Start of Block

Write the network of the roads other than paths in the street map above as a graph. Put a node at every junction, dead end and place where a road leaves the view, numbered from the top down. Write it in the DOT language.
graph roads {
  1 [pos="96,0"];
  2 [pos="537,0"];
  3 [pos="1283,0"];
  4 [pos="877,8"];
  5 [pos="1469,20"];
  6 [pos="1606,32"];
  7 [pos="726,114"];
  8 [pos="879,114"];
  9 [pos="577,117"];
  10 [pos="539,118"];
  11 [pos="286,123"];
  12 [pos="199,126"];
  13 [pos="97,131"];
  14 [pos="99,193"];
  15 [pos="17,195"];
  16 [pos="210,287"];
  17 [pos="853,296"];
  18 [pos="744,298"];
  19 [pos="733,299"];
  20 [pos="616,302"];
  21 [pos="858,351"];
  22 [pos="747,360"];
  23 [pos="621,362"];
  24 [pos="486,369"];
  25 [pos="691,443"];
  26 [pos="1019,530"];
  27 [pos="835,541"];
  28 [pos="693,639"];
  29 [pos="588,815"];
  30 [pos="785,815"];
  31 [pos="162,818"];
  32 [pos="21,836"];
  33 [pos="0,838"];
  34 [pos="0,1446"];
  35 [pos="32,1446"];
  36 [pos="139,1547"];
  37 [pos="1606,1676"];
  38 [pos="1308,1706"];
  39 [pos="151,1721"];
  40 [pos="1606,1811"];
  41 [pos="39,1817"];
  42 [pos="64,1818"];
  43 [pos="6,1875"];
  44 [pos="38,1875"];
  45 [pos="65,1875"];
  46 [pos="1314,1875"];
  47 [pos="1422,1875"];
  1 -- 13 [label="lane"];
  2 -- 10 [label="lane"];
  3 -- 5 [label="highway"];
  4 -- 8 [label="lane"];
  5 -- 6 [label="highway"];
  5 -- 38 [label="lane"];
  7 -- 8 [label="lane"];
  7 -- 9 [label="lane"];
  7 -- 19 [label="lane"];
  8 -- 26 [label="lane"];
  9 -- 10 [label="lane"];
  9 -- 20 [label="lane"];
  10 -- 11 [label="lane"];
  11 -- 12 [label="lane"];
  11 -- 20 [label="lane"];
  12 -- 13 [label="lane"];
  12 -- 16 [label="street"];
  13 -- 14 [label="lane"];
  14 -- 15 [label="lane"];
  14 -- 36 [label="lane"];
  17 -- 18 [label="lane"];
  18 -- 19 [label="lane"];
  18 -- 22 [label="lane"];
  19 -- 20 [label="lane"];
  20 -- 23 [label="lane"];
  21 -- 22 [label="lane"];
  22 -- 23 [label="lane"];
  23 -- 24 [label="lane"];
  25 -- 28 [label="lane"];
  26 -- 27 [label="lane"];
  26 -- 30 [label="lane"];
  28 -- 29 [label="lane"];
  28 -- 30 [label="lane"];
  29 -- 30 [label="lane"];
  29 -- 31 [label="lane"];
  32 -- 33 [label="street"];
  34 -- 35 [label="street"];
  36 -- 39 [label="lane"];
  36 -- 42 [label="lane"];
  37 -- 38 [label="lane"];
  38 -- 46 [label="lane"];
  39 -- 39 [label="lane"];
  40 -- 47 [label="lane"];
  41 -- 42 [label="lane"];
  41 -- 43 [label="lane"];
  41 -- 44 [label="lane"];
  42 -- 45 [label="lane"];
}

End of Block

# [Task objective]
Repeat the whole listing exactly. Leave nothing out.

# [Written solution]
Write the network of the roads other than paths in the street map above as a graph. Put a node at every junction, dead end and place where a road leaves the view, numbered from the top down. Write it in the DOT language.
graph roads {
  1 [pos="96,0"];
  2 [pos="537,0"];
  3 [pos="1283,0"];
  4 [pos="877,8"];
  5 [pos="1469,20"];
  6 [pos="1606,32"];
  7 [pos="726,114"];
  8 [pos="879,114"];
  9 [pos="577,117"];
  10 [pos="539,118"];
  11 [pos="286,123"];
  12 [pos="199,126"];
  13 [pos="97,131"];
  14 [pos="99,193"];
  15 [pos="17,195"];
  16 [pos="210,287"];
  17 [pos="853,296"];
  18 [pos="744,298"];
  19 [pos="733,299"];
  20 [pos="616,302"];
  21 [pos="858,351"];
  22 [pos="747,360"];
  23 [pos="621,362"];
  24 [pos="486,369"];
  25 [pos="691,443"];
  26 [pos="1019,530"];
  27 [pos="835,541"];
  28 [pos="693,639"];
  29 [pos="588,815"];
  30 [pos="785,815"];
  31 [pos="162,818"];
  32 [pos="21,836"];
  33 [pos="0,838"];
  34 [pos="0,1446"];
  35 [pos="32,1446"];
  36 [pos="139,1547"];
  37 [pos="1606,1676"];
  38 [pos="1308,1706"];
  39 [pos="151,1721"];
  40 [pos="1606,1811"];
  41 [pos="39,1817"];
  42 [pos="64,1818"];
  43 [pos="6,1875"];
  44 [pos="38,1875"];
  45 [pos="65,1875"];
  46 [pos="1314,1875"];
  47 [pos="1422,1875"];
  1 -- 13 [label="lane"];
  2 -- 10 [label="lane"];
  3 -- 5 [label="highway"];
  4 -- 8 [label="lane"];
  5 -- 6 [label="highway"];
  5 -- 38 [label="lane"];
  7 -- 8 [label="lane"];
  7 -- 9 [label="lane"];
  7 -- 19 [label="lane"];
  8 -- 26 [label="lane"];
  9 -- 10 [label="lane"];
  9 -- 20 [label="lane"];
  10 -- 11 [label="lane"];
  11 -- 12 [label="lane"];
  11 -- 20 [label="lane"];
  12 -- 13 [label="lane"];
  12 -- 16 [label="street"];
  13 -- 14 [label="lane"];
  14 -- 15 [label="lane"];
  14 -- 36 [label="lane"];
  17 -- 18 [label="lane"];
  18 -- 19 [label="lane"];
  18 -- 22 [label="lane"];
  19 -- 20 [label="lane"];
  20 -- 23 [label="lane"];
  21 -- 22 [label="lane"];
  22 -- 23 [label="lane"];
  23 -- 24 [label="lane"];
  25 -- 28 [label="lane"];
  26 -- 27 [label="lane"];
  26 -- 30 [label="lane"];
  28 -- 29 [label="lane"];
  28 -- 30 [label="lane"];
  29 -- 30 [label="lane"];
  29 -- 31 [label="lane"];
  32 -- 33 [label="street"];
  34 -- 35 [label="street"];
  36 -- 39 [label="lane"];
  36 -- 42 [label="lane"];
  37 -- 38 [label="lane"];
  38 -- 46 [label="lane"];
  39 -- 39 [label="lane"];
  40 -- 47 [label="lane"];
  41 -- 42 [label="lane"];
  41 -- 43 [label="lane"];
  41 -- 44 [label="lane"];
  42 -- 45 [label="lane"];
}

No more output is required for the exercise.